И мы боимся на них смотреть.
Мать — как алхимик —
пересыпает какие-то белые смеси
из одной банки в другую.
Посыпает маленькие черные грядки.
Розовые червяки
прямо из-под рук матери
перелетают в скворечник.
Мы сидим на скамейке около дачного домика
и делаем открытия,
как существа,
прилетевшие с другой планеты
на землю.
ЗИМА
Завьется спиралью серебряный пояс зимы,
алмазы и звезды рассыплются в прах под ногами,
и давнею нежностью выплывет тихо из тьмы
лицо твое, имя твое.
И цветами
нежнейших оттенков вечерней немой белизны
осветится профиль, летящий куда-то за дали
далеко-далеко…
В кристально-прозрачные сны,
в чистейшую сень убеленной зимою печали…
ПЕСНЬ МАЛЯРА
Обойдемся без наград. Проживем.
Жизнь — ведь это не парад, не умрем.
Что там шастать, ворошить? Где искать?
Новый год!
Поесть, попить.

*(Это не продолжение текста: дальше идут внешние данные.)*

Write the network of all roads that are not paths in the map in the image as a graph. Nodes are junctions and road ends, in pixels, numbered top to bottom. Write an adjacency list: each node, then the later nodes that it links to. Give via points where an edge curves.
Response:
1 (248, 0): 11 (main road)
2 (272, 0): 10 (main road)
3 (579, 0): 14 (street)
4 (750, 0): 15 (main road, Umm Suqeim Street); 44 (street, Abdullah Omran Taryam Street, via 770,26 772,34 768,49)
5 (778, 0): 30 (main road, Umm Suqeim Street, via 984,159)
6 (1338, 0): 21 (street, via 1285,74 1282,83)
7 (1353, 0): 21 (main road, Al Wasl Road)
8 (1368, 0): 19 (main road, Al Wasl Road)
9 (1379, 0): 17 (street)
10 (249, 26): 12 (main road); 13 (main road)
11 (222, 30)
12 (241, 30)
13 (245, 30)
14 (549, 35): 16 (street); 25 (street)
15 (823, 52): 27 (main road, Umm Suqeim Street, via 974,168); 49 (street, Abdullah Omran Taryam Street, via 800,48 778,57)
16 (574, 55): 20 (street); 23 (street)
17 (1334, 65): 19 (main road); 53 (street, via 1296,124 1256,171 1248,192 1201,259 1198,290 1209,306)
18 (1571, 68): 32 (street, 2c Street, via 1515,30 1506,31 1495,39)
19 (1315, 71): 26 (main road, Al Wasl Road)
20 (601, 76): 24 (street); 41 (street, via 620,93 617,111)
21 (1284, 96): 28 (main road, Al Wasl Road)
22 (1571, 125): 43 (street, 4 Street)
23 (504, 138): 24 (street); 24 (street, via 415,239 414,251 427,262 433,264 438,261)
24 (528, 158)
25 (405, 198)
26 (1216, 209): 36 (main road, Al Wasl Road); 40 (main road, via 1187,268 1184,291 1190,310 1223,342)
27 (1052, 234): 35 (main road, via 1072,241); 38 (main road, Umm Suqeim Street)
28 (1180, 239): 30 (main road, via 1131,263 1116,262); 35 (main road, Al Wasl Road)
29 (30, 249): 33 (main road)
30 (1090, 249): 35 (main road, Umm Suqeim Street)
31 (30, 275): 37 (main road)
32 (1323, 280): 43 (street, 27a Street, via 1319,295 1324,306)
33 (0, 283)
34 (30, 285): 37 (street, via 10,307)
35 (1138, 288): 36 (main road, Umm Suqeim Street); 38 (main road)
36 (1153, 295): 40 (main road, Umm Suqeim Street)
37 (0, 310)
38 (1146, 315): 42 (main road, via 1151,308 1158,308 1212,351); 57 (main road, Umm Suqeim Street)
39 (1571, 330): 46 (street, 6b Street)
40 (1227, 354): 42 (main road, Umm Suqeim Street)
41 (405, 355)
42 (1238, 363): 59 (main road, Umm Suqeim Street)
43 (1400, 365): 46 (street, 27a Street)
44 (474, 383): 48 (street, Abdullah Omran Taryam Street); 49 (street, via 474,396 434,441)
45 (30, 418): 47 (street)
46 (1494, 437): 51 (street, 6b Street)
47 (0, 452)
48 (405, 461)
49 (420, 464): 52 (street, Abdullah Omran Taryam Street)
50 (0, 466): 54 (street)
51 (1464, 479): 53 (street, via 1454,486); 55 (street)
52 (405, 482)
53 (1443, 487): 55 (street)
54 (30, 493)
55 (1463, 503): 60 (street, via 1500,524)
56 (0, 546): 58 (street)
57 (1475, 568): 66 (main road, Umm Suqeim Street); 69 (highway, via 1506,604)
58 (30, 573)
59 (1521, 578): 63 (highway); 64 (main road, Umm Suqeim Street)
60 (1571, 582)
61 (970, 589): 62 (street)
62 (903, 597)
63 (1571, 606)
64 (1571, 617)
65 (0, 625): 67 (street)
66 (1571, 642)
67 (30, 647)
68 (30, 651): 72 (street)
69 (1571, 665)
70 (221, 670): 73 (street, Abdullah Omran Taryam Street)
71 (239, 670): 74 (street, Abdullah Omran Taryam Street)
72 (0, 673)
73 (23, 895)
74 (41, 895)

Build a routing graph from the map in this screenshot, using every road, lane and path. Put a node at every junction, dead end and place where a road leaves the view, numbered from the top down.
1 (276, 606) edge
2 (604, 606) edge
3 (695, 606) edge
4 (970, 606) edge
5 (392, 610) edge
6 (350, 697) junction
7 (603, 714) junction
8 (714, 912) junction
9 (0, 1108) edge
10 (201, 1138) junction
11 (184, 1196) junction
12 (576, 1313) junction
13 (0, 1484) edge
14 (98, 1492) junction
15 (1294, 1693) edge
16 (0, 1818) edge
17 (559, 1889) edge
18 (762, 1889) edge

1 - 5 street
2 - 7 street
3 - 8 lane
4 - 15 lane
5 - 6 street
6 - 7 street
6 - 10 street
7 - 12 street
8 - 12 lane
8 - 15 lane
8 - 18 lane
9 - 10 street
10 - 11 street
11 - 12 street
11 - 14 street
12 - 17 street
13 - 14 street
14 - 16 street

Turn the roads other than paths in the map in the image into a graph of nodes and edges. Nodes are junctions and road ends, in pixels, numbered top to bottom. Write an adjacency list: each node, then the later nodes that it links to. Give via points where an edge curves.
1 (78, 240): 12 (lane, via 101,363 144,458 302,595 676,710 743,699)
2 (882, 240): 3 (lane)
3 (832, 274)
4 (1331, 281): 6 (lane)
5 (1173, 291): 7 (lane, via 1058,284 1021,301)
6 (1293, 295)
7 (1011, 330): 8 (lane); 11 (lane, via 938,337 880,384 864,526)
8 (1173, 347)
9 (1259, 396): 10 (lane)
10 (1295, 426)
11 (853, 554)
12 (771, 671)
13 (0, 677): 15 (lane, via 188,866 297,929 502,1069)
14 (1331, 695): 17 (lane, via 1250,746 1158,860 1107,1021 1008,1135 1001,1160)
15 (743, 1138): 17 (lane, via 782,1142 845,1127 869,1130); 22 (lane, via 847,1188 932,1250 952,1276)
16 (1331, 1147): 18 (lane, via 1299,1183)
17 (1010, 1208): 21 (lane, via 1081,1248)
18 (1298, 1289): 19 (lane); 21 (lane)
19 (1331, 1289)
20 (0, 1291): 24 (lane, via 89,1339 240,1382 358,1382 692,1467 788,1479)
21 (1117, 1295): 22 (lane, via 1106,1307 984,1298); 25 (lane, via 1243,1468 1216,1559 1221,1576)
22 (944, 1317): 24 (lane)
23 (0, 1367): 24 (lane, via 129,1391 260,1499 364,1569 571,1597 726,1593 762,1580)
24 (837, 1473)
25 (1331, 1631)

Станцевать.
Что за номер, господа?
Что за дурь?
Чтоб я помер, ерунда, не пойду!
Обойдемся без наград, проживем…
Жизнь — ведь это не парад…
Не умрем!
ГРЯЗНЫЙ СНЕГ
Он — как рашпиль в подтеках известки,
тяготеет к им скрытой земле,
женозадый российский извозчик,
разомлевший в апрельском тепле.
И ему не нужна мягкотелость.
И от черных изорванных групп
потеряв изначальную белость,
он лежит, как обугленный труп.
И зимы окончательных взяток
не берет, хоть кори, не кори.
И от тяжести сдавленных взглядов
и чернел, и червивел внутри.
Но еще он собой конопатил
узаконенно месиво воль,
но бросали лихие лопаты
эту грязно-сыпучую соль.
И, рассыпан по лужам и грязи,
весь поверхностью кочек распят.
Если в нем еще виделись связи,
то теперь он как дроби распад…
А в апрельской бушующей буче
задыхался свидетелем век,
но не таял, апрелем измучен,
этот грязный залежанный снег.
* * *
Вы думали: в слезы, в тоску, в алкоголь,
сопьется, повесится, станет калекой…
Но спрячется в слово огромная боль,
и станет светло от нее человеку.
Уйдет, как уходит в ржавеющий ствол
последний патрон — для себя? для тебя ли?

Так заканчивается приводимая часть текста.